# Trolling Motor for Gheenoe LT25



## barbosa (Sep 22, 2015)

Looking at having a Minn Kota Trolling Motor put on my Gheenoe LT 25. Going with the 55lb thrust Saltwater one. So the the question is go with the transom mount hand operated or splurge on the copilot mounted on the nose cap? Is the manual operated adequate or is the copilot worth the extra money. Would be about a $700 difference. Going to have it installed at Custom Gheenoe.


----------



## spc7669 (Apr 15, 2015)

I have a Copilot and if it died tomorrow I’d get another.

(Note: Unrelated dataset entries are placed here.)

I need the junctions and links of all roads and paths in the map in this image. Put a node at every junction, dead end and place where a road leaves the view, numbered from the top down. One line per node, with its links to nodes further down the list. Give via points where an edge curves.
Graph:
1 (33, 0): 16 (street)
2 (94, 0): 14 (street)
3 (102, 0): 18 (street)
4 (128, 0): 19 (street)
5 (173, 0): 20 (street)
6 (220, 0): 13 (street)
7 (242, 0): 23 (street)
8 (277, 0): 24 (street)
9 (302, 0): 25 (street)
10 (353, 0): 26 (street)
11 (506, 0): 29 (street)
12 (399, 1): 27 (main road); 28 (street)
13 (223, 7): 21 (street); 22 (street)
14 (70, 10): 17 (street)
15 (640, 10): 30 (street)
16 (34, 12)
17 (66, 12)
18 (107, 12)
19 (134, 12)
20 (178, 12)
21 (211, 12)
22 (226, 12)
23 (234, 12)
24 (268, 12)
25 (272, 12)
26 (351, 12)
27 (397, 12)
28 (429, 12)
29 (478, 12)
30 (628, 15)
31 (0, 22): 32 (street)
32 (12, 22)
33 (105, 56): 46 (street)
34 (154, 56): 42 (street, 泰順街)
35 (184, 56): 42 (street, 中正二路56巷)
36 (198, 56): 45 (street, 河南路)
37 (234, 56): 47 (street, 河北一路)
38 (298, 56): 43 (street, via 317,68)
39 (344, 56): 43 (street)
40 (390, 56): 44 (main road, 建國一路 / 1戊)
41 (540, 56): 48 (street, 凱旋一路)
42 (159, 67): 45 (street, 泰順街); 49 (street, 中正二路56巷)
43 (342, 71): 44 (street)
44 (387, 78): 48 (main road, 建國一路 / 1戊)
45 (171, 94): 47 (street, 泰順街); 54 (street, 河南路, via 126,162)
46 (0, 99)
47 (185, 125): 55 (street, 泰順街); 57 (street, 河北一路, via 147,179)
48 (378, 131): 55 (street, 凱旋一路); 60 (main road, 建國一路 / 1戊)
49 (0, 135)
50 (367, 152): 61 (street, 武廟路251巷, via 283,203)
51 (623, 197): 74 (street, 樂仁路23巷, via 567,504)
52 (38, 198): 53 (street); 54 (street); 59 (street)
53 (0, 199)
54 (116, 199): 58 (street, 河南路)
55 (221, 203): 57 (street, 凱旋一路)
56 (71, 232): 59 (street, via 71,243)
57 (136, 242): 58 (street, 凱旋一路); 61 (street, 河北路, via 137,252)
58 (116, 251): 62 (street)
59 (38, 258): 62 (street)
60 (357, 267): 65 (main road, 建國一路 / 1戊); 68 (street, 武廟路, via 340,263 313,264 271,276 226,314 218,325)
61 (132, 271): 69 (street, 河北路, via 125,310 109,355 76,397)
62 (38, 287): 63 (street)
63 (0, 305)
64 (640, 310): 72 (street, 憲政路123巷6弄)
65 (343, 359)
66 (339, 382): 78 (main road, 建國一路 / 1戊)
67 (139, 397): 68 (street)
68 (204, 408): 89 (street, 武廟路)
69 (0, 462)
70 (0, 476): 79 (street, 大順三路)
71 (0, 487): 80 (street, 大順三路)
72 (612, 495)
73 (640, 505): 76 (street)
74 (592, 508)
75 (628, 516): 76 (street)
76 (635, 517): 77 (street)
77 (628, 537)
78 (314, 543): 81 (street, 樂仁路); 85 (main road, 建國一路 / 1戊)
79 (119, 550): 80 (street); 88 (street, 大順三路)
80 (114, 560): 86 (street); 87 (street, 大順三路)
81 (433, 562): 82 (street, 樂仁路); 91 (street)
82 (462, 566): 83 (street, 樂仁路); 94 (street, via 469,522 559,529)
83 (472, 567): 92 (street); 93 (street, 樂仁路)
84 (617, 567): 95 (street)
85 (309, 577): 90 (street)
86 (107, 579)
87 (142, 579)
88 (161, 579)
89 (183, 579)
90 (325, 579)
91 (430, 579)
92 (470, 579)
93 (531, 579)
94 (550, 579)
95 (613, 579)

To me it’s a thousand times better than a hand or foot control.


----------



## Chasntuna (Mar 21, 2016)

I've got a tiller control on mine and once it dies, it's replacement will be copilot


----------



## fishwhistle (May 26, 2020)

I have a Copilot on mine with two remotes. Whoever's on the bow gets control with instructions to make corrections they need. I get to be on the platform and make small corrections as I see fit.


----------



## barbosa (Sep 22, 2015)

Sounds like the extra money for a copilot may be the answer. Thanks for the feedback.


----------



## Jaterac (Jul 30, 2020)

I second the copilot. Love mine.


----------